Published On: Sat, Apr 6th, 2024

27m workers get £900 extra in their bank accounts from today (but pensioners must wait) | Personal Finance | Finance


The NI cut is worth around £900 to the average worker over the new financial year, but many pensioners will feel left out because they do not benefit. However, they get their own pay rise from Monday, and it will put almost exactly the same sum in their bank accounts over the next year. Finally, some good news.

Today’s NI cut, announced by Chancellor Jeremy Hunt in his Spring Budget, slashes the main rate of primary Class 1 NI from 10 percent to eight percent, saving workers 2p for every £1 they earn.

This follows the earlier 2p cut, announced in last November’s Autumn Statement, which came into force from January 6.

Combined, the two reductions will save someone on a £35,000 salary nearly £900 over the year, putting an extra £17.21 into their pockets weekly. 

The average self-employed worker will save almost £700. Higher earners will make even bigger savings, with someone on £50,000 keeping a total of £1,497.20 in the 2024-25 tax year, wealth manager Quilter’s calculations show.

The double NI cut is a much-needed boost for hard-working households, but sadly, it won’t do anything for struggling pensioners, who do not pay NI.

However, they’ll also get some good news on Monday, when the state pension is increased by an inflation-busting 8.5 percent, thanks to the triple lockwhich this paper has tirelessly defended.

That will give someone on the new state pension an extra £901 a year, upping the maximum payout to £11,501. 

Monday’s increase comes on the back of last year’s 10.1 percent state pension growth, making this the second bumper hike in a row.

However, those on the older basic state pension will benefit from a smaller increase of £690, rising to around £8,813 a year.

There is other good news out there, as the cost-of-living crisis finally eases. Shop price inflation fell to just 1.3 percent in March, Tuesday’s figures from the British Retail Consortium show.

That’s the first time it has fallen below two percent since the Bank of England started hiking interest rates in December 2021. Food price inflation fell to 3.7 percent, a staggering drop from 19.1 percent in March last year.

In another boost, Ofgem cut its energy price cap by 12 percent from April 1, saving the average household £238 a year on gas and electricity.

When April’s inflation figure is published next month, it may well have fallen back to the Bank of England’s two percent target. That should be the cue for the Bank’s rate-setting monetary policy committee to finally slash base rates from today’s 5.25 percent, but we shouldn’t hold our breath.
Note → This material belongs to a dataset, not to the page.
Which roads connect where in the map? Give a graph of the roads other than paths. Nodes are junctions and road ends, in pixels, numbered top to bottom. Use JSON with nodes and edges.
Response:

Only one of the MPC’s nine members voted for a rate cut at its last meeting in March. Hopes of a rate cut in May or June seem to have receded, as tensions in the Middle East push the oil price past the $90 a barrel mark, which may drive inflation back up.
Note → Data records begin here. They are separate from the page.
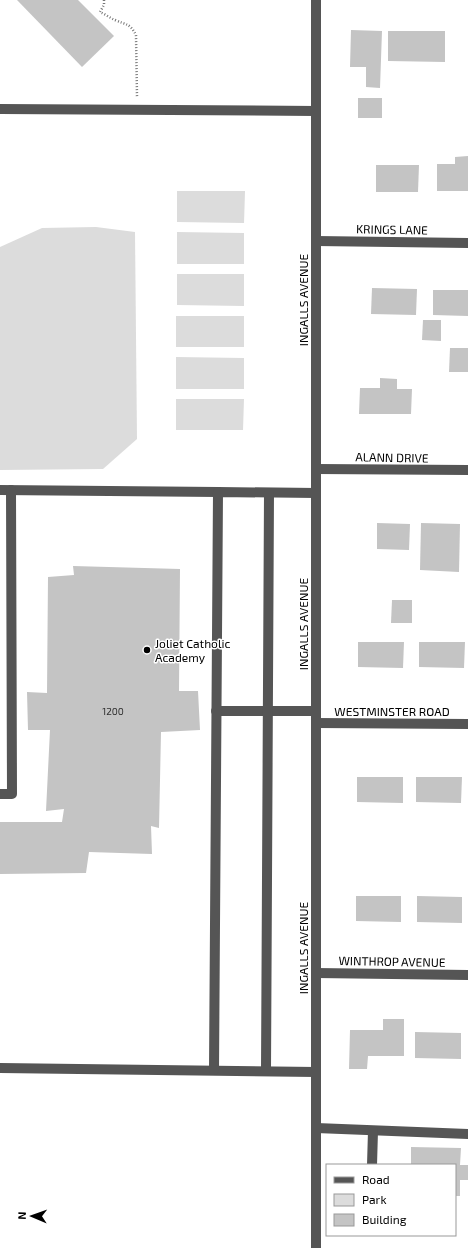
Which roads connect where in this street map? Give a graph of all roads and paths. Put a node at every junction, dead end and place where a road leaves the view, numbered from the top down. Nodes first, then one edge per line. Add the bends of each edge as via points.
1 (104, 0) edge
2 (316, 0) edge
3 (137, 99) dead end
4 (0, 109) edge
5 (316, 111) junction
6 (316, 241) junction
7 (468, 243) edge
8 (316, 469) junction
9 (468, 470) edge
10 (0, 490) edge
11 (11, 490) junction
12 (218, 492) junction
13 (269, 493) junction
14 (316, 493) junction
15 (216, 711) junction
16 (268, 711) junction
17 (316, 711) junction
18 (316, 723) junction
19 (468, 724) edge
20 (0, 794) edge
21 (316, 973) junction
22 (468, 975) edge
23 (0, 1068) edge
24 (214, 1070) junction
25 (266, 1071) junction
26 (316, 1072) junction
27 (316, 1128) junction
28 (373, 1130) junction
29 (468, 1134) edge
30 (372, 1164) edge
31 (316, 1248) edge

1 - 3 path via 100,12 125,23 136,35
2 - 5 street, INGALLS AVENUE
4 - 5 street
5 - 6 street, INGALLS AVENUE
6 - 7 street, KRINGS LANE
6 - 8 street, INGALLS AVENUE
8 - 9 street, ALANN DRIVE
8 - 14 street, INGALLS AVENUE
10 - 11 street
11 - 12 street
11 - 20 street via 12,794
12 - 13 street
12 - 15 street
13 - 14 street
13 - 16 street
14 - 17 street, INGALLS AVENUE
15 - 16 street
15 - 24 street
16 - 17 street
16 - 25 street
17 - 18 street, INGALLS AVENUE
18 - 19 street, WESTMINSTER ROAD
18 - 21 street, INGALLS AVENUE
21 - 22 street, WINTHROP AVENUE
21 - 26 street, INGALLS AVENUE
23 - 24 street
24 - 25 street
25 - 26 street
26 - 27 street, INGALLS AVENUE
27 - 28 street
27 - 31 street, INGALLS AVENUE
28 - 29 street
28 - 30 street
Mortgage rates have already started climbing. UK house prices fell one percent in March, Halifax discovered.

Hopes that the US Federal Reserve would lead the charge by cutting rates in May are fading, as its economy is still running red hot. If the US doesn’t cut rates, the Bank is unlikely to stick its neck out either.

READ MORE: Millions of workers to get National Insurance cut within hours

So all that means the crisis isn’t over yet. Things are getting better, but not fast enough to revive the Conservative Party’s fortunes in the polls. 

Given all we’ve been through over the past few years, a combined NI cut of 4p in the pound is a real tonic, but voters are unlikely to thank the Tories.

The overall tax burden is still at a 70-year high and likely to continue climbing thanks to Hunt and Prime Minister Rishi Sunak‘s decision to freeze income tax and NI thresholds all the way through to 2028, pushing millions into higher tax bands as earnings rise.

Around 1.6 million pensioners will pay tax in retirement for the first time over the next four years, thanks to the freeze.

No wonder the Tories are trailing in the polls.

Britons have suffered one financial nightmare after another.

Today’s NI cut and Monday’s state pension hike won’t put a stop to the misery overnight, but it is yet another step in the right direction – and there should be more to follow.